Il nostro Niccolò, nonostante le 11 coltellate, era sopravvissuto con la forza dei suoi 19 anni perché Dio gli ha messo una mano sulla testa, per il destino (tante troppe volte cinico e baro) era stato con lui generoso. Non saprei dire, ora che so che è andato tutto bene, quali siano le mie emozioni... rabbia, odio, vendetta, gratitudine, felicità. Riesco solo a dire GRAZIE! 

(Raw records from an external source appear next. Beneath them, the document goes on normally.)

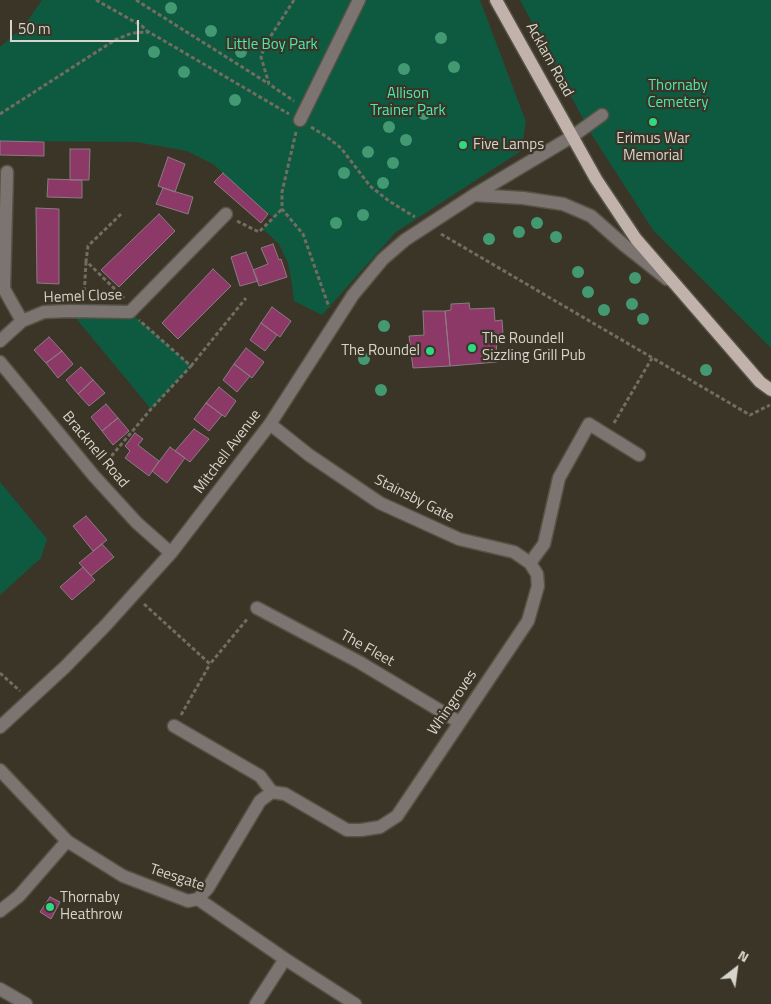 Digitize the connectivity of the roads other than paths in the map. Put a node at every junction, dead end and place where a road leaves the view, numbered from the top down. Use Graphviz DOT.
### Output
graph roads {
  1 [pos="359,0"];
  2 [pos="496,0"];
  3 [pos="602,115"];
  4 [pos="303,118"];
  5 [pos="573,136"];
  6 [pos="7,172"];
  7 [pos="474,195"];
  8 [pos="226,214"];
  9 [pos="676,287"];
  10 [pos="22,321"];
  11 [pos="0,341"];
  12 [pos="0,362"];
  13 [pos="771,390"];
  14 [pos="270,424"];
  15 [pos="639,455"];
  16 [pos="172,553"];
  17 [pos="530,563"];
  18 [pos="257,608"];
  19 [pos="460,722"];
  20 [pos="174,726"];
  21 [pos="0,727"];
  22 [pos="0,770"];
  23 [pos="272,792"];
  24 [pos="67,841"];
  25 [pos="198,899"];
  26 [pos="0,911"];
  27 [pos="285,959"];
  28 [pos="0,989"];
  29 [pos="26,1004"];
  30 [pos="256,1004"];
  31 [pos="356,1004"];
  1 -- 4 [label="street"];
  2 -- 5 [label="main road, Acklam Road"];
  3 -- 5 [label="street, Mitchell Avenue"];
  5 -- 7 [label="street, Mitchell Avenue"];
  5 -- 9 [label="main road, Acklam Road"];
  6 -- 10 [label="street"];
  7 -- 9 [label="street"];
  7 -- 14 [label="street, Mitchell Avenue"];
  8 -- 10 [label="street, Hemel Close"];
  9 -- 13 [label="main road, Acklam Road"];
  10 -- 11 [label="street, Hemel Close"];
  12 -- 16 [label="street, Bracknell Road"];
  14 -- 16 [label="street, Mitchell Avenue"];
  14 -- 17 [label="street, Stainsby Gate"];
  15 -- 17 [label="street"];
  16 -- 21 [label="street, Mitchell Avenue"];
  17 -- 19 [label="street, Whingroves"];
  18 -- 19 [label="street, The Fleet"];
  19 -- 23 [label="street, Whingroves"];
  20 -- 23 [label="street"];
  22 -- 24 [label="street, Teesgate"];
  23 -- 25 [label="street"];
  24 -- 25 [label="street, Teesgate"];
  24 -- 26 [label="street"];
  25 -- 27 [label="street, Teesgate"];
  27 -- 30 [label="street"];
  27 -- 31 [label="street, Teesgate"];
  28 -- 29 [label="street"];
}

So solo che la signora Morte con la sua falce insanguinata ha dato uno schiaffo alla nostra famiglia, una famiglia allargata (con tutta le sue difficoltà) ma allegra e per bene e che da oggi ha trovato un nuovo ponticello, una nuova strada per restare unita e vivere la vita. Una nuova vita con nuovi colori!»

Scrive Niccolò Bettarini: «Non sono mai stato bravo a raccontarmi. Ma, ora che sto migliorando, sento che sia giusto e doveroso dire diverse cose. Innanzitutto voglio in questo momento ringraziare la mia famiglia che mi è sempre stata vicino, nei momenti felici come in quelli brutti. Nessuno come lei ha saputo trasmettermi quella forza che mi ha permesso di non mollare mai. Sono un ragazzo fortunato e, mai come ora, sento veramente di esserlo, non solo per il fatto di essere qui a scrivervi questo post, ma anche perché so di avere degli amici che mi hanno salvato la vita. Sono cresciuto credendo nell’amicizia, è un valore fondamentale nella mia vita e farei qualunque cosa se degli amici fossero in difficoltà.


Sarò sempre grato al pronto intervento dell’ambulanza e del trauma team dell’Ospedale Niguarda di Milano. Da questa esperienza esco più forte di prima, con la consapevolezza di aver rischiato tanto. Ringrazio, inoltre, la questura e le forze dell’ordine per il lavoro che stanno svolgendo. Grazie a tutti per l’affetto che ci avete dimostrato. Ricordate sempre di essere voi stessi ma soprattutto, ricordate chi siete».